DATASET RECORDS below:

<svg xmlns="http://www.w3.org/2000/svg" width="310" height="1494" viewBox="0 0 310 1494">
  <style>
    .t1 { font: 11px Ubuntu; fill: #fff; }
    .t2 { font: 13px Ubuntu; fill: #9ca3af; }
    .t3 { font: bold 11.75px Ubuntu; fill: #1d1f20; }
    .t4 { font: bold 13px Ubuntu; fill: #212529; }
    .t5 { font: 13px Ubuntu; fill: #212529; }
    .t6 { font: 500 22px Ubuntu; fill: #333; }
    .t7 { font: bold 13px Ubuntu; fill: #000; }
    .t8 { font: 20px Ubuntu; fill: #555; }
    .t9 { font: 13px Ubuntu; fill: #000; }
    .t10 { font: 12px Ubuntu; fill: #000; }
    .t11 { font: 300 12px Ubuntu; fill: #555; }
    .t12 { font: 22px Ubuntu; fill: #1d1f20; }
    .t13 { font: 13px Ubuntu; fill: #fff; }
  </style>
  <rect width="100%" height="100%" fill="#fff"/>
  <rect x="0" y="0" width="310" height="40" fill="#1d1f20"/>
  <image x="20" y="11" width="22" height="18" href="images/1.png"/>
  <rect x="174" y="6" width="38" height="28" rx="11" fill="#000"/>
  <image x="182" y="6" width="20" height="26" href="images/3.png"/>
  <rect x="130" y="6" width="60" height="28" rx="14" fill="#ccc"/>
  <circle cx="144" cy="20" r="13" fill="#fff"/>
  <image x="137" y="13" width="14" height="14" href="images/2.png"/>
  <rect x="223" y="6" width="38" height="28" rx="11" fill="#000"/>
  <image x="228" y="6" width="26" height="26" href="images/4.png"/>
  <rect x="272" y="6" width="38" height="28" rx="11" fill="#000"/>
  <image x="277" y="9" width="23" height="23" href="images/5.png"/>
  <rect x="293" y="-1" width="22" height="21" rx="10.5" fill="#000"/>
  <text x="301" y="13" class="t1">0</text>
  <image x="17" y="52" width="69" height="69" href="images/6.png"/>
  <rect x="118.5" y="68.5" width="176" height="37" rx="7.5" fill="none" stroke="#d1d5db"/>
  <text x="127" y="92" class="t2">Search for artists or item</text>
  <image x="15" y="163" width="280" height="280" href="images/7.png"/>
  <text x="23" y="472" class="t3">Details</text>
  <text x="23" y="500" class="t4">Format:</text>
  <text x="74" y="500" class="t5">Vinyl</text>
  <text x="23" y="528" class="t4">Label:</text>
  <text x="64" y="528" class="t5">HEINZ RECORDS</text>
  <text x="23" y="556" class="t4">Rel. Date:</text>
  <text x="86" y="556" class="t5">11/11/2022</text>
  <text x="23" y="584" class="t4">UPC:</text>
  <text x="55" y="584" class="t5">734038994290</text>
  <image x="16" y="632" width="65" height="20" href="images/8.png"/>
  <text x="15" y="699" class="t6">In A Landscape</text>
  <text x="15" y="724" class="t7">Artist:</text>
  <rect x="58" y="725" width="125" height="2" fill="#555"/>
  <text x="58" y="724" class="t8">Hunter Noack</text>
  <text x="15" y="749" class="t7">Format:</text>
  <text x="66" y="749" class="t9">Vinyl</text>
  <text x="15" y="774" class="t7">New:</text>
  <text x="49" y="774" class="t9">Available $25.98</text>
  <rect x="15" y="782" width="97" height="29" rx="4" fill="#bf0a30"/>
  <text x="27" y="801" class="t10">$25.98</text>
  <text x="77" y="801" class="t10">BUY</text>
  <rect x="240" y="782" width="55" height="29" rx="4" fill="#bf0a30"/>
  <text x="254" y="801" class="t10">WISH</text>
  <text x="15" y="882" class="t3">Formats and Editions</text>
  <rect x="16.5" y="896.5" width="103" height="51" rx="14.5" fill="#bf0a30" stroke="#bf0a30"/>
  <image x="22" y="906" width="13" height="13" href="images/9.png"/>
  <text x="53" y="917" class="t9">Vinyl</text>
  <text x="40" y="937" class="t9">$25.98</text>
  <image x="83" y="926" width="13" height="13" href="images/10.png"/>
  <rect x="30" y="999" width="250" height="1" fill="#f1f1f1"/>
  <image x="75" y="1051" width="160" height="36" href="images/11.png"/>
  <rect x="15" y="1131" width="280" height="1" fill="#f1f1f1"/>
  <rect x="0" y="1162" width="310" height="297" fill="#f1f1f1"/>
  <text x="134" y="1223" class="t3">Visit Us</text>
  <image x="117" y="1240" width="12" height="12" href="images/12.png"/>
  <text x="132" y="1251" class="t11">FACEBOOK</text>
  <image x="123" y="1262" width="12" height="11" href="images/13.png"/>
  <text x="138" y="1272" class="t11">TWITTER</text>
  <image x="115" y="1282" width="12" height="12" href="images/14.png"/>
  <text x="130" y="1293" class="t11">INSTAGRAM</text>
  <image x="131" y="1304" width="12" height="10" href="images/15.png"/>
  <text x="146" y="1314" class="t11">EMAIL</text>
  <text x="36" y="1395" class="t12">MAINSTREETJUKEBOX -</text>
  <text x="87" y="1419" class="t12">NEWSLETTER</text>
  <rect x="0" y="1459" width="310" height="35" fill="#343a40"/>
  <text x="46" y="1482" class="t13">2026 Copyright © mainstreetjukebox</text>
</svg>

End of DATASET RECORDS.

WORK TASK:
The answer must consist of every line above that holds the string "bold", copied exactly.

RESPONSE BELOW:
    .t3 { font: bold 11.75px Ubuntu; fill: #1d1f20; }
    .t4 { font: bold 13px Ubuntu; fill: #212529; }
    .t7 { font: bold 13px Ubuntu; fill: #000; }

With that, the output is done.